Prompt
Scan the entries below for "standard" and copy each line that holds it.
═════ Provided records ═════
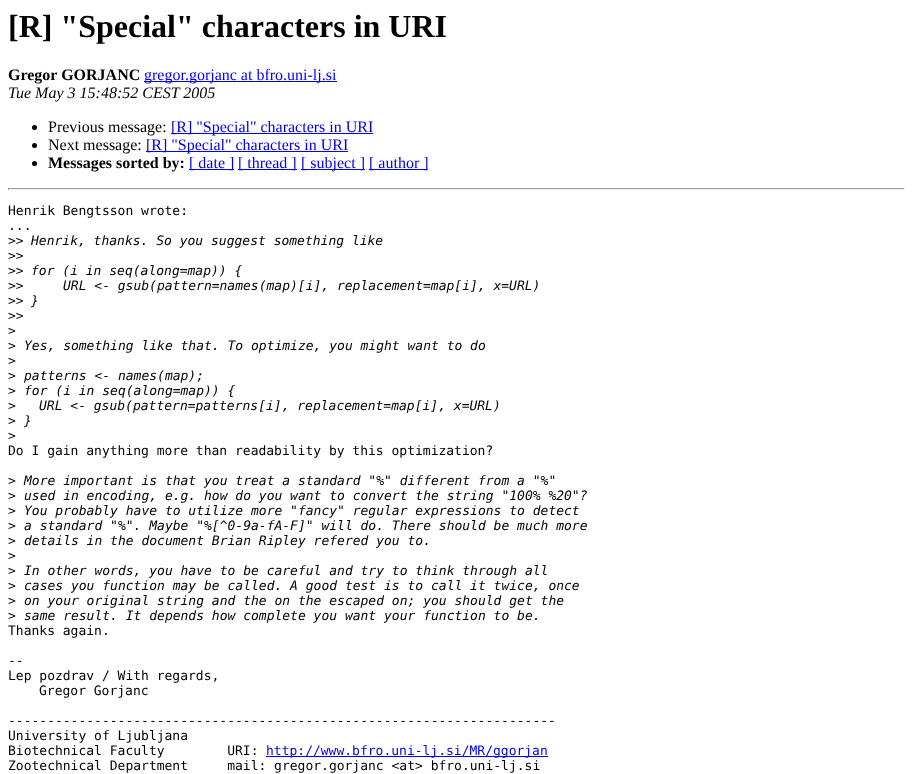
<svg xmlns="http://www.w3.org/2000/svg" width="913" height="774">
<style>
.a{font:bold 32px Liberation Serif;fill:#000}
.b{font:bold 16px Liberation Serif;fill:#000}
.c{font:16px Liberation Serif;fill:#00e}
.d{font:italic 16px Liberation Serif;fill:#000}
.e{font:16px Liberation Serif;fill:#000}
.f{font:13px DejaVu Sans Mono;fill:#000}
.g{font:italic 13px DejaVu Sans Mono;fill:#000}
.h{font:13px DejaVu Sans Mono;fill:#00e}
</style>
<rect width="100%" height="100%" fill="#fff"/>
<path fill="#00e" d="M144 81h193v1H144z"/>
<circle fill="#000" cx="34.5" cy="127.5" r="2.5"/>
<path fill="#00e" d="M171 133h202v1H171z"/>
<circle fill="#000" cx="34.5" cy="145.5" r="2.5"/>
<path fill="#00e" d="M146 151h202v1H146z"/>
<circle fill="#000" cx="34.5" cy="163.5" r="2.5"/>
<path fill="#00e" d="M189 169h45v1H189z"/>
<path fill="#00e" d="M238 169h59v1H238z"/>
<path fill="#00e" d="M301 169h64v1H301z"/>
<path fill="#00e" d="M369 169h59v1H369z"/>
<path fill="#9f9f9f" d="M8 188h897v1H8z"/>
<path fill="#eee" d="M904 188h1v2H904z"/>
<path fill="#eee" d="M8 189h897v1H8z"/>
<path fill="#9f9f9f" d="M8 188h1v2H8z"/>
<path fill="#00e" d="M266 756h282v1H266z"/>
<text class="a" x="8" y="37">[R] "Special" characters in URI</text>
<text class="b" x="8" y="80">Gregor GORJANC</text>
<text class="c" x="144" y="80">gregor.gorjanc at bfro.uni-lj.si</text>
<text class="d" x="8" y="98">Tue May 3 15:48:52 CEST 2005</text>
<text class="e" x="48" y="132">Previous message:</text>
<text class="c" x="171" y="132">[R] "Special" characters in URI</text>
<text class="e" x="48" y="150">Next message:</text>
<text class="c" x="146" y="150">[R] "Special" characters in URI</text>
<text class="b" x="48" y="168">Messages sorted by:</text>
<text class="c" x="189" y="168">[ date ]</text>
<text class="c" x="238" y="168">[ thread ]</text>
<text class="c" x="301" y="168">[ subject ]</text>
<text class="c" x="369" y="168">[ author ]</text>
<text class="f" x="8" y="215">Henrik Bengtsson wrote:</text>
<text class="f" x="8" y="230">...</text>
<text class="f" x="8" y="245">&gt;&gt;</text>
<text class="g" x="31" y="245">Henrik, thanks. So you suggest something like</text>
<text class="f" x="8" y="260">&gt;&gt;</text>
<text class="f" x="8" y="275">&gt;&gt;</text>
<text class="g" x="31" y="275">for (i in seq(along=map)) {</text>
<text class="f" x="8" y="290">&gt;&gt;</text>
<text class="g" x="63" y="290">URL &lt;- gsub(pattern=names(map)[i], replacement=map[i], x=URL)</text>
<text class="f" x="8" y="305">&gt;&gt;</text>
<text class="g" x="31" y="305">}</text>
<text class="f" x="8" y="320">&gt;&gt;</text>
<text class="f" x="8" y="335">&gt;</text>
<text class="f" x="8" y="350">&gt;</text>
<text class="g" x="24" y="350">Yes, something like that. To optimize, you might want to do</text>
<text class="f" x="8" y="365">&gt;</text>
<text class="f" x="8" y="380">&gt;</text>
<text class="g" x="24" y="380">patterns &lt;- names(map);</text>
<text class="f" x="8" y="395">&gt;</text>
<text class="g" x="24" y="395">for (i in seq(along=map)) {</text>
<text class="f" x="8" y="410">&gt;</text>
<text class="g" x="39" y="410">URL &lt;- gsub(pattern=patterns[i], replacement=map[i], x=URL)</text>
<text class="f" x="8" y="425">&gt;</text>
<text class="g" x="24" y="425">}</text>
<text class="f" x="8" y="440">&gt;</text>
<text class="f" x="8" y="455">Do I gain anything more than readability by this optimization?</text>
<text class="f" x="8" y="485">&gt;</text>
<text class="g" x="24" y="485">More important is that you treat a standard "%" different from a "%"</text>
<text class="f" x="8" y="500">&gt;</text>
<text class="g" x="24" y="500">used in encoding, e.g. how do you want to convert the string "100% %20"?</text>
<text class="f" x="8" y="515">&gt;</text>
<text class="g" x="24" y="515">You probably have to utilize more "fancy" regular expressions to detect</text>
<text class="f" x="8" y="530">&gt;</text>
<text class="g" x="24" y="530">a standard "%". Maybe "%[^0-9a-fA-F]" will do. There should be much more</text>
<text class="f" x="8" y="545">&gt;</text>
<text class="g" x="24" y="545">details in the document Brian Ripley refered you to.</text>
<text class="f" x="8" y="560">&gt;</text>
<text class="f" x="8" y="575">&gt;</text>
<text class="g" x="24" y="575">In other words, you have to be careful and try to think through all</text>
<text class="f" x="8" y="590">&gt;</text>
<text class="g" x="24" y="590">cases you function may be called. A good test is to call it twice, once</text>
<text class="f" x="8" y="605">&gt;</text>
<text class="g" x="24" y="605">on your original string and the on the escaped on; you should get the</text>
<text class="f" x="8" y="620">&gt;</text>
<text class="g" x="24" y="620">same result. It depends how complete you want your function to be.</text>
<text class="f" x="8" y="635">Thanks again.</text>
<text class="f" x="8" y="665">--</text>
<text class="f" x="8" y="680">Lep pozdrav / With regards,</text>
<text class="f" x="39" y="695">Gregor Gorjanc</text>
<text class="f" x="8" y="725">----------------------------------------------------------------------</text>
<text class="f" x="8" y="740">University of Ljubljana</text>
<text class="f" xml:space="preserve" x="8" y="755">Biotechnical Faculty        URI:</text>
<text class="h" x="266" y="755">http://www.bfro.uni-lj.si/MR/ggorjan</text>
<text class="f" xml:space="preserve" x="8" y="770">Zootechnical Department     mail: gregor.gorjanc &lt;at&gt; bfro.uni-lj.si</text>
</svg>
═════
Problem solution
<text class="g" x="24" y="485">More important is that you treat a standard "%" different from a "%"</text>
<text class="g" x="24" y="530">a standard "%". Maybe "%[^0-9a-fA-F]" will do. There should be much more</text>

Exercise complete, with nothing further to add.